Provided information
________________

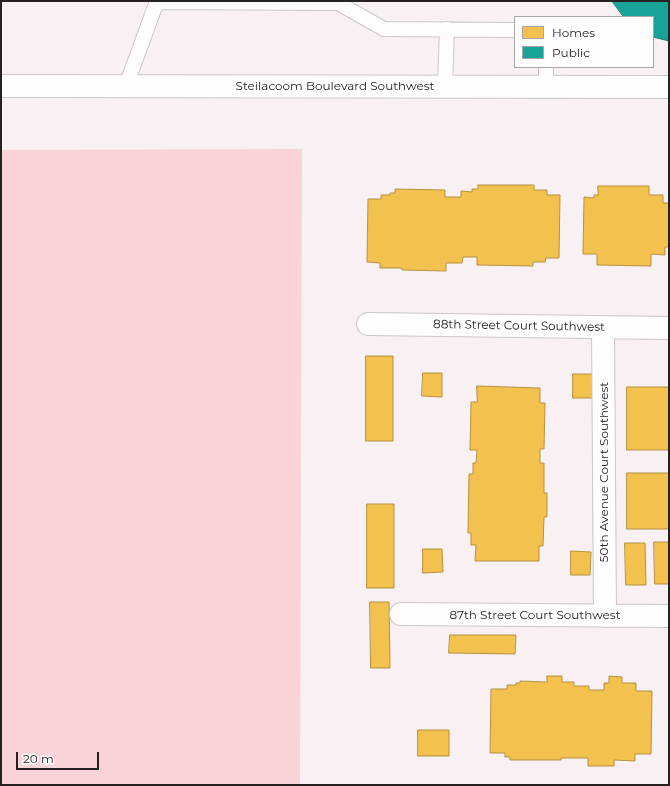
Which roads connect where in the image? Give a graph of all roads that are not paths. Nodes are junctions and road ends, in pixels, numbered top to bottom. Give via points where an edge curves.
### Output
1 (157, 2) edge
2 (447, 29) junction
3 (514, 30) edge
4 (546, 77) edge
5 (1, 86) edge
6 (126, 86) junction
7 (445, 86) junction
8 (669, 87) edge
9 (368, 324) dead end
10 (603, 327) junction
11 (669, 328) edge
12 (400, 614) dead end
13 (605, 616) junction
14 (669, 616) edge

1 - 2 lane via 338,3 384,29
1 - 6 lane
2 - 3 lane
2 - 7 lane
4 - 7 street, Steilacoom Boulevard Southwest
4 - 8 street, Steilacoom Boulevard Southwest
5 - 6 street, Steilacoom Boulevard Southwest
6 - 7 street, Steilacoom Boulevard Southwest
9 - 10 street, 88th Street Court Southwest
10 - 11 street, 88th Street Court Southwest
10 - 13 street, 50th Avenue Court Southwest
12 - 13 street, 87th Street Court Southwest
13 - 14 street, 87th Street Court Southwest

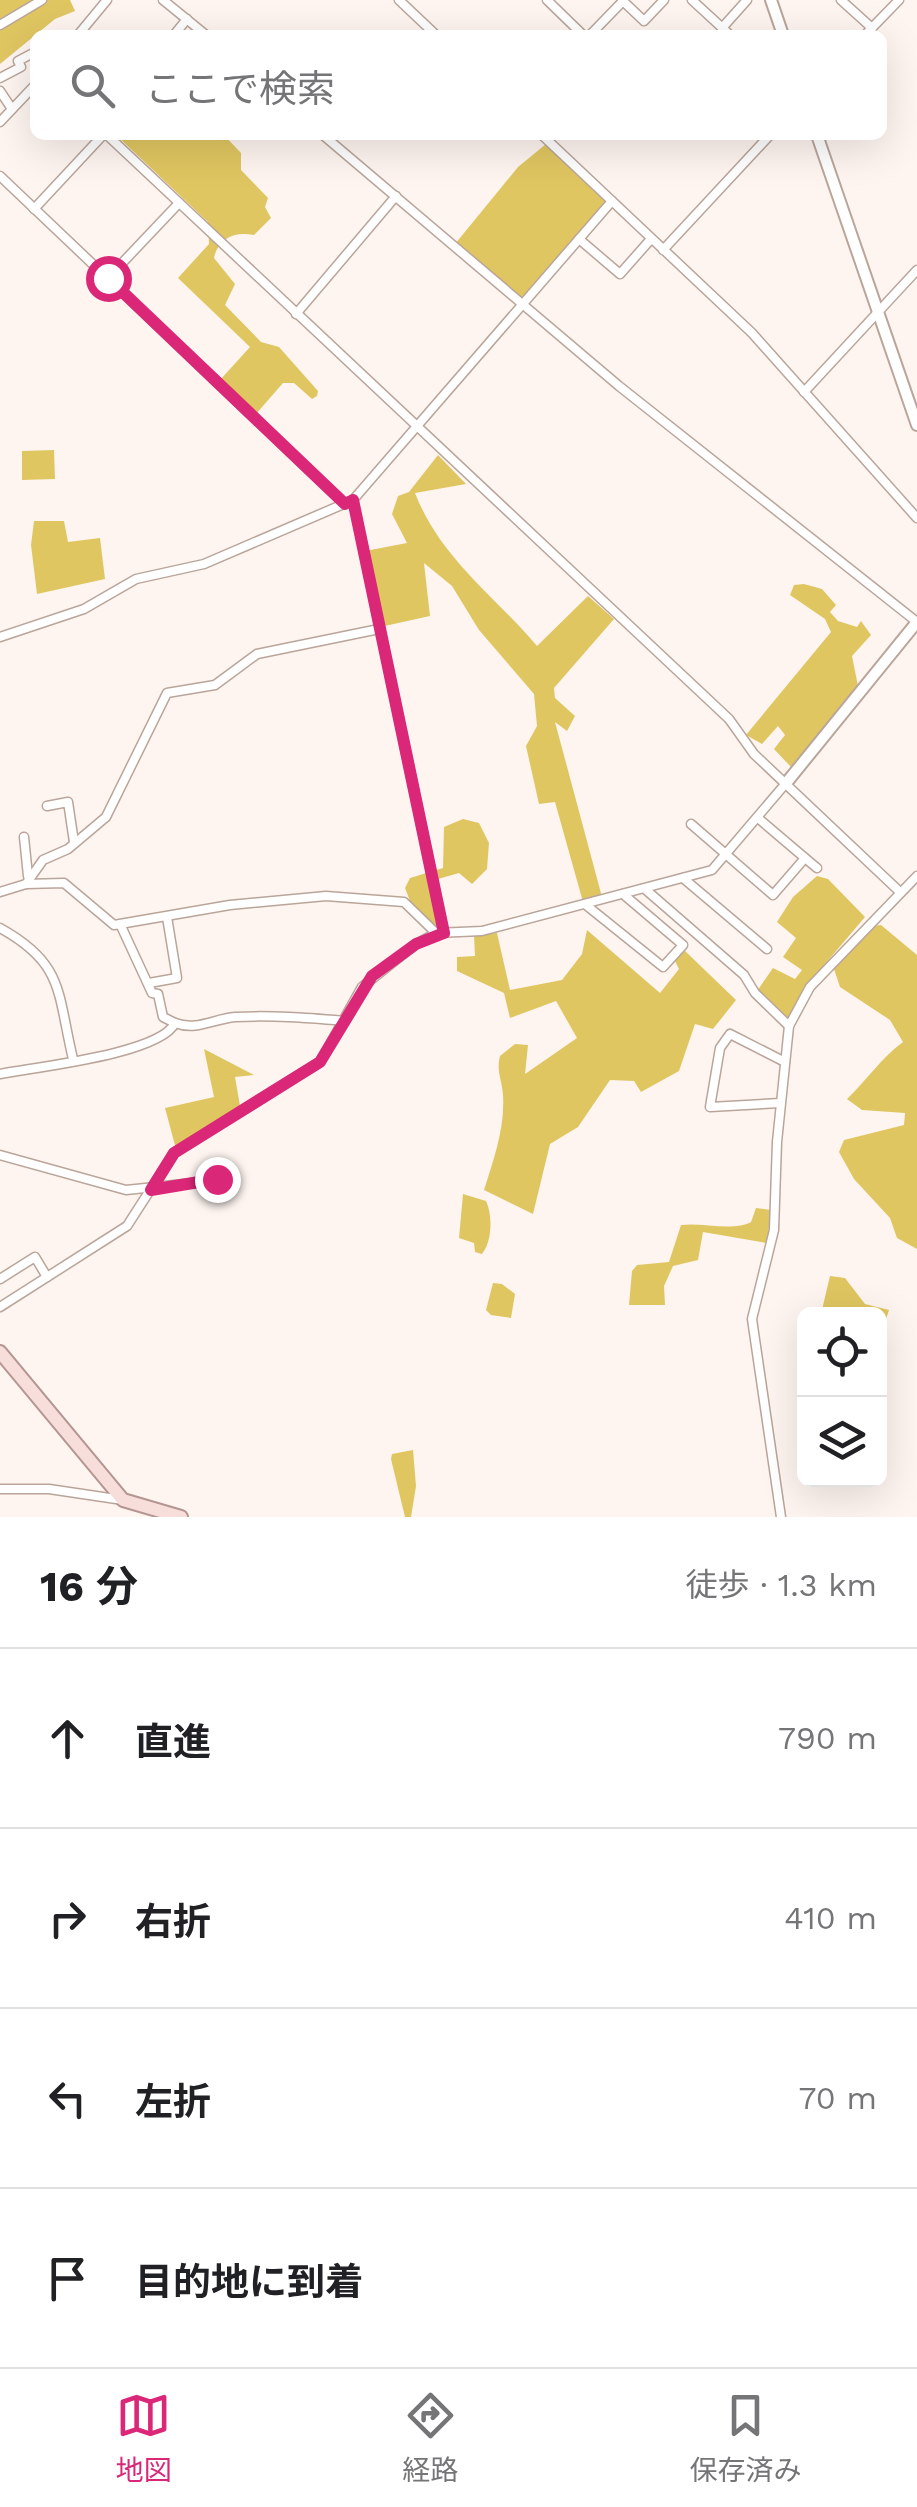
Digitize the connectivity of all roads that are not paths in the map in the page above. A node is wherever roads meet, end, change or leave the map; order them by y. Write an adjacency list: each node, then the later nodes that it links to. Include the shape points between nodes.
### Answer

________________

Problem requirements
Return the lines above, starting at the one that contains "Digitize the connectivity" and running through the last, exactly as they appear, with no extra lines.

Exercise output
Digitize the connectivity of all roads that are not paths in the map in the page above. A node is wherever roads meet, end, change or leave the map; order them by y. Write an adjacency list: each node, then the later nodes that it links to. Include the shape points between nodes.
### Answer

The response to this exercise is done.